I believe God wanted and wants all people to believe in the Truth, Who is Jesus Christ. I believe he also wants them to know the truth on matters of faith and morals.
Is it wrong to abort a pre-born baby? But what about in the case of rape or of incest?
Is it wrong to use the birth control pill? Does it really abort pre-born babies sometimes?
Is it wrong to euthanize someone? But what if they are “brain dead”? What does it mean to be brain dead?
What are the sacraments? Does God give grace through the sacraments?
What is the nature of God? Where did the Holy Trinity doctrines come from?
etc.
These questions are of vital importance, and yet there is major disagreement on their answers among Christians. God wants all Christians to believe in His truth on each one of these matters.
God must have been directing his Church throughout all of its history to the truth on these matters. How has he done that?
Well, he made a Church. He said he would do it: “You are Peter, and on this rock I will build my Church.”
“I will build my Church.” Did Jesus do that? Yes.
Did he then let his Church scatter to the winds and leave them without authority and structure? After all, couldn’t he have just sent the Holy Spirit into all the Christians and infallibly guided each one of them into all truth?
Yes, he could have, but he didn’t. He didn’t do it that way because, as he said at the end of John 2, “he knew what was in a man”. God has bound himself with the rule that he will not violate man’s free will, so he cannot “force” someone to believe in him. It always remains a free choice up to each person. Thus, the beauty of Mary’s “be it done unto me according to your word”.
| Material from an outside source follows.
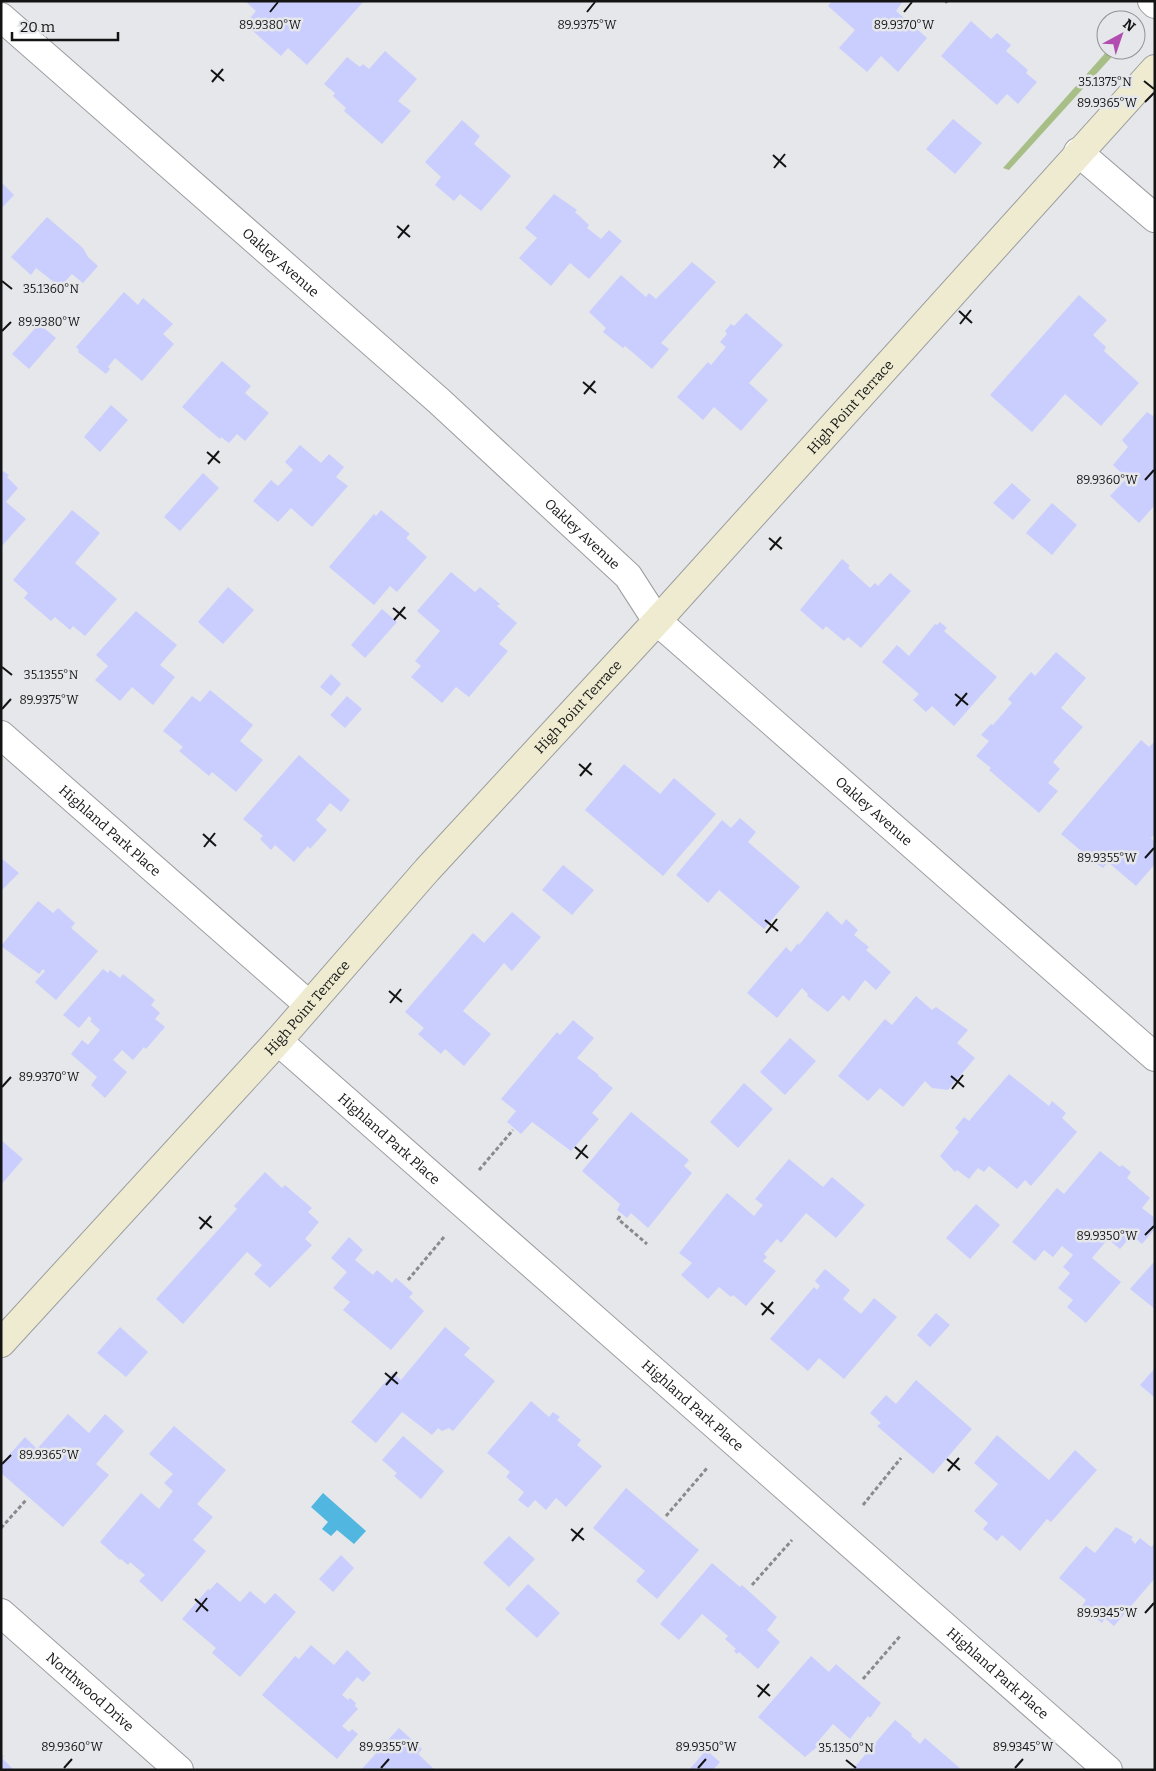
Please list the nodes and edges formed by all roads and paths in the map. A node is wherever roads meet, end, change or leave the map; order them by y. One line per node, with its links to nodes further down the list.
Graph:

But, knowing how weak and full of faults we are, how dense we can be and how ignorant of so many things that we make judgments on anyway, individually guiding each person into all truth independently of one another was just an unworkable idea, and if I could see that, you better believe God could.
Instead, amazing as it is to our American, independent (and often foolishly prideful) spirit, God created his Church and by his Holy Spirit guided it collectively into all truth. It was the only way he could do it that made sense. He chose 12 apostles. He spent 3 years with them, teaching them, leading them, praying with them and for them, and loving them. He told them things that would not understand until later, dense as they were. He knew how weak each one was, and how every single one of them would flee in wide-eyed, cowardly terror when the soliders came for him.
He died on the Cross, and they didn’t understand or believe. He rose from the dead, back to life, and showed himself to them. He breathed the Holy Spirit into them and told them that those whose sins they forgive on earth are forgiven in Heaven, and vice versa, calling to mind a similar declaration he made to them before his death. He gave them authority–his own authority, which the Father had given him. “He who listens to you, listens to me. And he who listens to me, listens to the Father who sent me.”
I am too tired to wrap this up into any semblance of conclusion, but as a teaser for more to come, hopefully, I ask you: Should I go to Crestview Baptist church or to Crestview Methodist church right across the street? I didn’t go out looking for these churches; rather, I pass by them almost every week as they are right down the street from St. Louis Catholic Church where I go! (You can even see the street names turn into saint names as you get closer to St. Louis).
Isn’t is eminently logical to ask: Why are there two Christian churches both named “Crestview” right across the street from each other? Didn’t it strike at least one of those church founders as odd when the other church began building right next to them and then named their church so similarly? Didn’t they want to go over and say, “Hey my brother in Christ! Uh, why are you building a Christian church here when we got one already? Why don’t you come join us and we can be one, just as Jesus and the Father are one; you know, like Jesus prayed we would be?”